● **WHAT THE TASK ASKS**
Write the records out again in full, word for word.

● **GIVEN DATA**
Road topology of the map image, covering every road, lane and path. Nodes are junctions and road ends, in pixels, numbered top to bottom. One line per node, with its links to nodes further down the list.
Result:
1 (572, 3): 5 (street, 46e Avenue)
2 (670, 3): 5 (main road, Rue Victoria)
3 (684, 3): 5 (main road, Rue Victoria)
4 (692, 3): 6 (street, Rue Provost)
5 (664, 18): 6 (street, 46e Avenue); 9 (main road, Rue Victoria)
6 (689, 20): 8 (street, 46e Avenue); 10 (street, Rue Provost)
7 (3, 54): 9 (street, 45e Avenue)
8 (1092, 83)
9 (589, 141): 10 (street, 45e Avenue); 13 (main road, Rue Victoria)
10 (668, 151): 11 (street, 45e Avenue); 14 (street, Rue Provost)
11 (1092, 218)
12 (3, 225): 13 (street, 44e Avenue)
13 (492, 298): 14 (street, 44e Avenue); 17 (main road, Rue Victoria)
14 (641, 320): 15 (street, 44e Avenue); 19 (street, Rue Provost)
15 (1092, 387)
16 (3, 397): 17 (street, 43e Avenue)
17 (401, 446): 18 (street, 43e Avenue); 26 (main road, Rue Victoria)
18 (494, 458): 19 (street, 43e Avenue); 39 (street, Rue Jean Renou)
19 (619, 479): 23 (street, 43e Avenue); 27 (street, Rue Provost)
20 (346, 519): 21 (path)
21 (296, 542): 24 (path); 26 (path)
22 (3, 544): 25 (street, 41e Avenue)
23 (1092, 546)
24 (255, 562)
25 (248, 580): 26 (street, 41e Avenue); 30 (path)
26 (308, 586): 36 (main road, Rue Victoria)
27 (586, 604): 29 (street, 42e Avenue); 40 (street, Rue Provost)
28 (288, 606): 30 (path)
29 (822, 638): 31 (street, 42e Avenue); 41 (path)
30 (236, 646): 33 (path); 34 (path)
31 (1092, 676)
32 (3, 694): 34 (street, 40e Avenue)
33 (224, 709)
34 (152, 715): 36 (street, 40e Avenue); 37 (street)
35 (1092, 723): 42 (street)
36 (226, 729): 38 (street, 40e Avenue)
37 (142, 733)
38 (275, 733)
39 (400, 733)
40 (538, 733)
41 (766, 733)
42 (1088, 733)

● **EXERCISE RESPONSE**
Road topology of the map image, covering every road, lane and path. Nodes are junctions and road ends, in pixels, numbered top to bottom. One line per node, with its links to nodes further down the list.
Result:
1 (572, 3): 5 (street, 46e Avenue)
2 (670, 3): 5 (main road, Rue Victoria)
3 (684, 3): 5 (main road, Rue Victoria)
4 (692, 3): 6 (street, Rue Provost)
5 (664, 18): 6 (street, 46e Avenue); 9 (main road, Rue Victoria)
6 (689, 20): 8 (street, 46e Avenue); 10 (street, Rue Provost)
7 (3, 54): 9 (street, 45e Avenue)
8 (1092, 83)
9 (589, 141): 10 (street, 45e Avenue); 13 (main road, Rue Victoria)
10 (668, 151): 11 (street, 45e Avenue); 14 (street, Rue Provost)
11 (1092, 218)
12 (3, 225): 13 (street, 44e Avenue)
13 (492, 298): 14 (street, 44e Avenue); 17 (main road, Rue Victoria)
14 (641, 320): 15 (street, 44e Avenue); 19 (street, Rue Provost)
15 (1092, 387)
16 (3, 397): 17 (street, 43e Avenue)
17 (401, 446): 18 (street, 43e Avenue); 26 (main road, Rue Victoria)
18 (494, 458): 19 (street, 43e Avenue); 39 (street, Rue Jean Renou)
19 (619, 479): 23 (street, 43e Avenue); 27 (street, Rue Provost)
20 (346, 519): 21 (path)
21 (296, 542): 24 (path); 26 (path)
22 (3, 544): 25 (street, 41e Avenue)
23 (1092, 546)
24 (255, 562)
25 (248, 580): 26 (street, 41e Avenue); 30 (path)
26 (308, 586): 36 (main road, Rue Victoria)
27 (586, 604): 29 (street, 42e Avenue); 40 (street, Rue Provost)
28 (288, 606): 30 (path)
29 (822, 638): 31 (street, 42e Avenue); 41 (path)
30 (236, 646): 33 (path); 34 (path)
31 (1092, 676)
32 (3, 694): 34 (street, 40e Avenue)
33 (224, 709)
34 (152, 715): 36 (street, 40e Avenue); 37 (street)
35 (1092, 723): 42 (street)
36 (226, 729): 38 (street, 40e Avenue)
37 (142, 733)
38 (275, 733)
39 (400, 733)
40 (538, 733)
41 (766, 733)
42 (1088, 733)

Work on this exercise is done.